Ce que ces chiffres disent du potentiel : 319 diagnostics publiés pour 1 000 résidences principales, environ 99 logements occupés par leur propriétaire, un bassin de travaux structuré autour de CC des 7 Vallées. Ce volume ne préjuge d'aucune éligibilité individuelle : il indique seulement où se concentrent, à Le Quesnoy-en-Artois, les situations où le scénario décrit sur cette page a le plus de chances d'être pertinent.
Sur le volet ressources : pour « isolation par l'extérieur à Le Quesnoy-en-Artois », un ménage très modeste mobilise jusqu'à 32 000 €, un ménage modeste 24 000 €, un ménage intermédiaire 18 000 € et un ménage aux revenus supérieurs 4 000 € sur l'assiette de 40 000 € HT. À deux classes gagnées, l'assiette redescend à 30 000 € HT et les montants suivent dans la même proportion.
Exigence opposable à Le Quesnoy-en-Artois : R ≥ 3,7 m².K/W sur mur. Elle doit figurer sur le devis initial, pas seulement sur la facture.
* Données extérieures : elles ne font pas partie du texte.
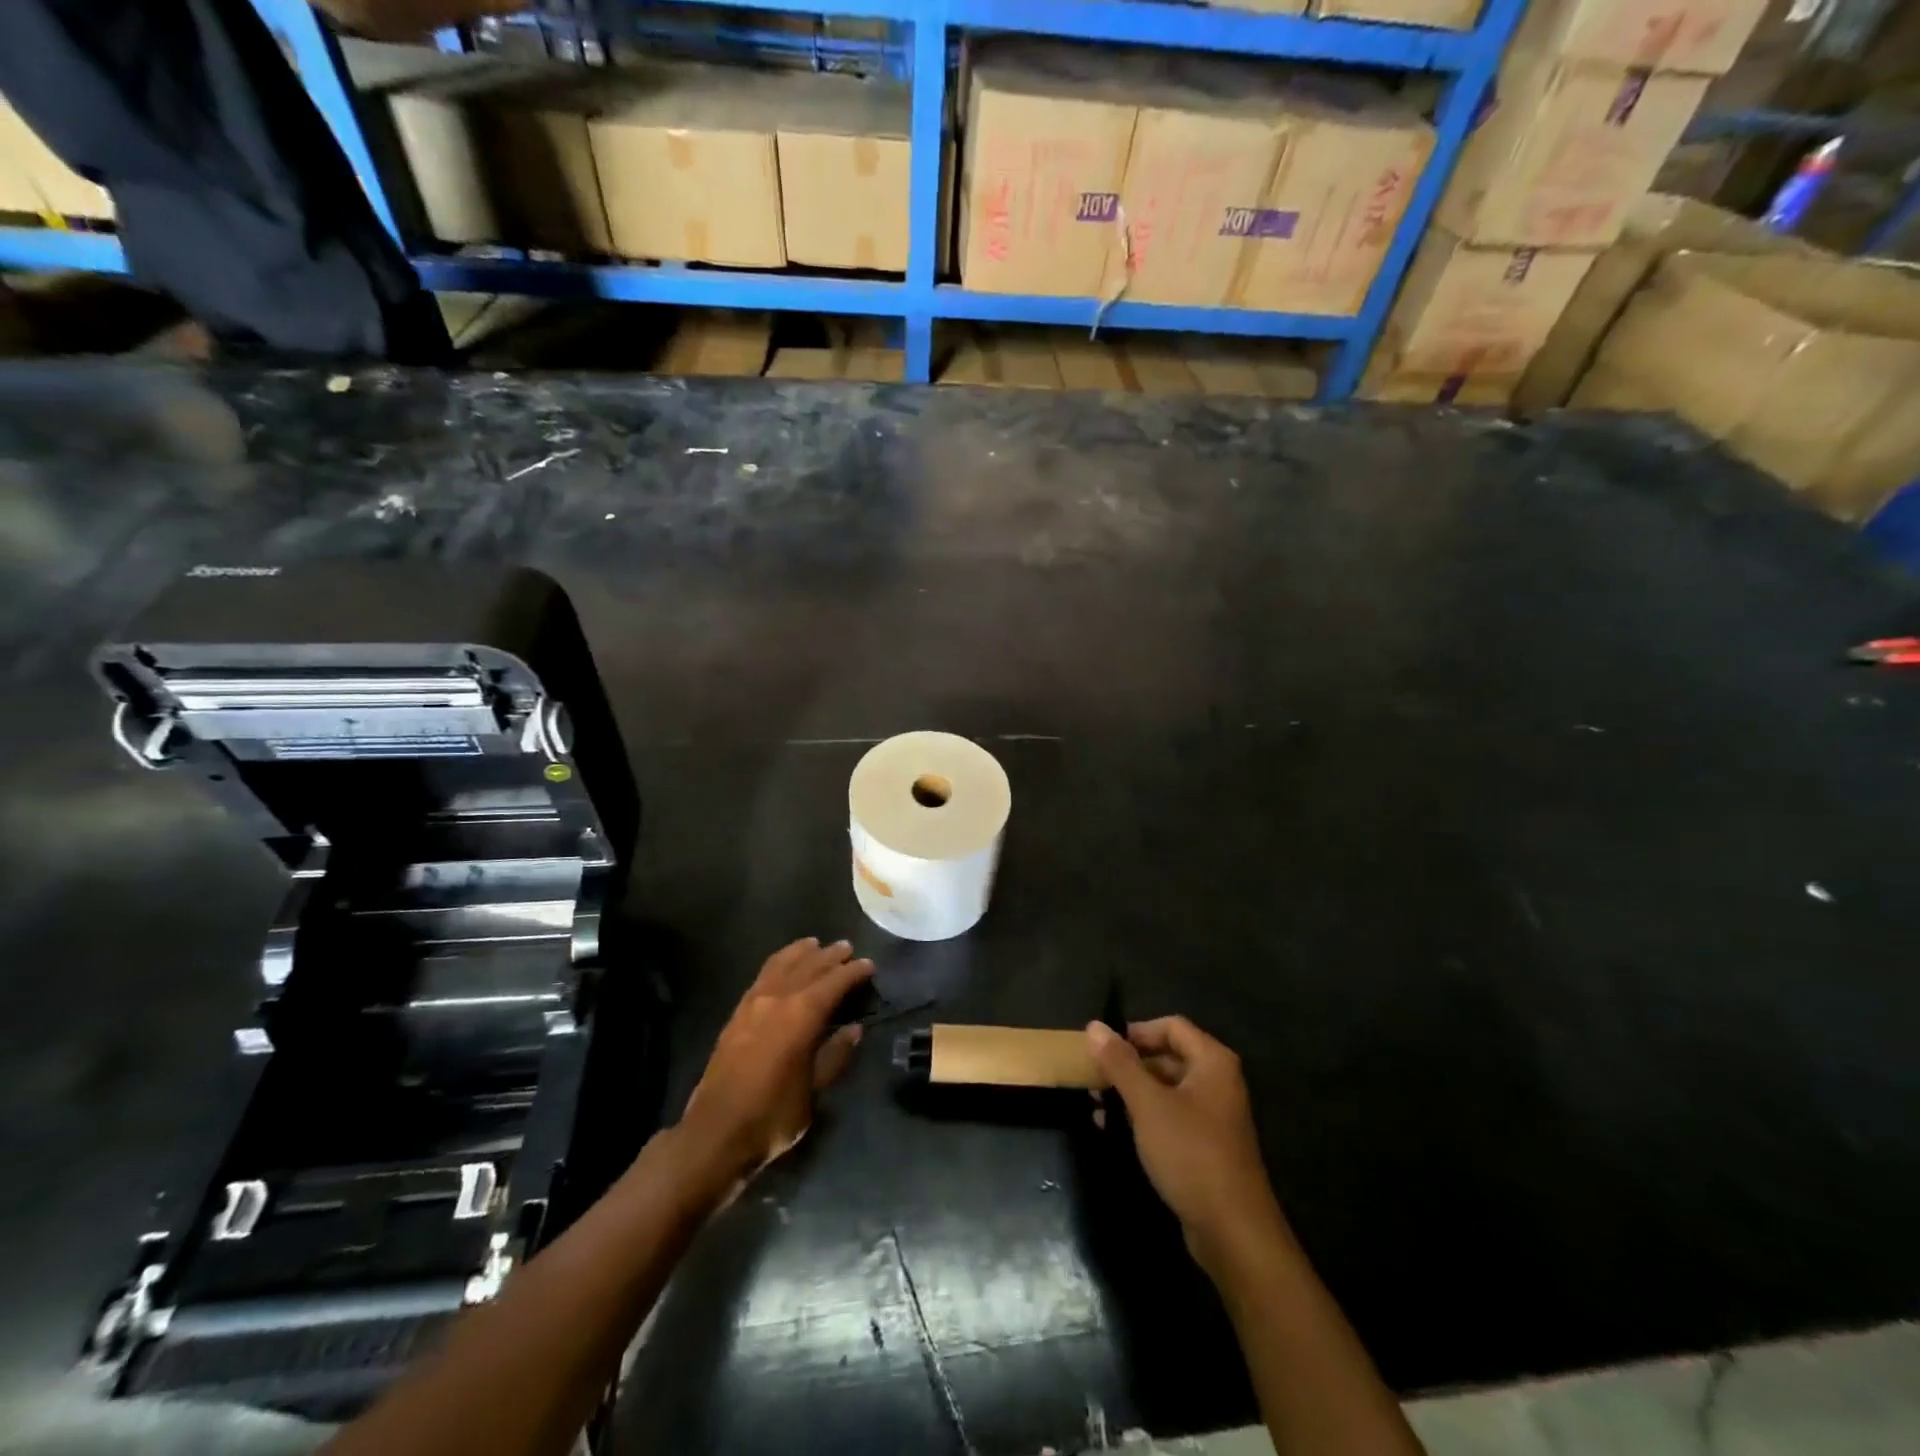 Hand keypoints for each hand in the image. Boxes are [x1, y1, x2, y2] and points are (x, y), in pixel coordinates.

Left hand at [681, 939, 873, 1187]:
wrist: (715, 1133)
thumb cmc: (772, 1116)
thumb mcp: (813, 1091)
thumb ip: (834, 1056)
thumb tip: (853, 1029)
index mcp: (802, 1015)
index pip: (834, 982)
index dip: (853, 972)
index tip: (868, 965)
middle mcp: (778, 999)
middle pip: (809, 966)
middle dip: (830, 956)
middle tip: (847, 948)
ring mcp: (753, 1003)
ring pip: (782, 964)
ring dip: (802, 952)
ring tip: (816, 945)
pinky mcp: (737, 1013)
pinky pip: (763, 975)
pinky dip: (779, 963)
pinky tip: (784, 966)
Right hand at [1087, 1016, 1290, 1275]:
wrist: (1232, 1231)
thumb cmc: (1190, 1153)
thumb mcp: (1147, 1104)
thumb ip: (1120, 1063)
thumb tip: (1094, 1026)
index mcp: (1212, 1062)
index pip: (1171, 1026)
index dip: (1136, 1032)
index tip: (1104, 1048)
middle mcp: (1217, 1082)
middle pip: (1167, 1056)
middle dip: (1128, 1065)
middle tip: (1094, 1077)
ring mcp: (1213, 1116)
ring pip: (1165, 1089)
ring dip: (1130, 1093)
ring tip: (1096, 1104)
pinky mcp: (1205, 1146)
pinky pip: (1169, 1117)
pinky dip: (1142, 1117)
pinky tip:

Un dossier de l'isolation thermique par l'extérieur qui en fait l'économie s'expose à un refus de prise en charge, l'aide comme le CEE s'appuyant sur ce critère.
Trois pièces décident du versement à Le Quesnoy-en-Artois : le devis portant R ≥ 3,7 m².K/W sur mur, l'attestation RGE de un façadier RGE et le relevé photographique des points singuliers avant enduit. Leur absence ne fait pas perdre le droit à l'aide — jusqu'à 32 000 € — mais elle en gèle le paiement.
Ne signez rien avant l'accord : sur l'isolation thermique par l'extérieur à Le Quesnoy-en-Artois, l'antériorité du dossier est une condition d'éligibilité, pas une formalité. L'enjeu se chiffre à 32 000 € pour un profil très modeste et 18 000 € pour un profil intermédiaire.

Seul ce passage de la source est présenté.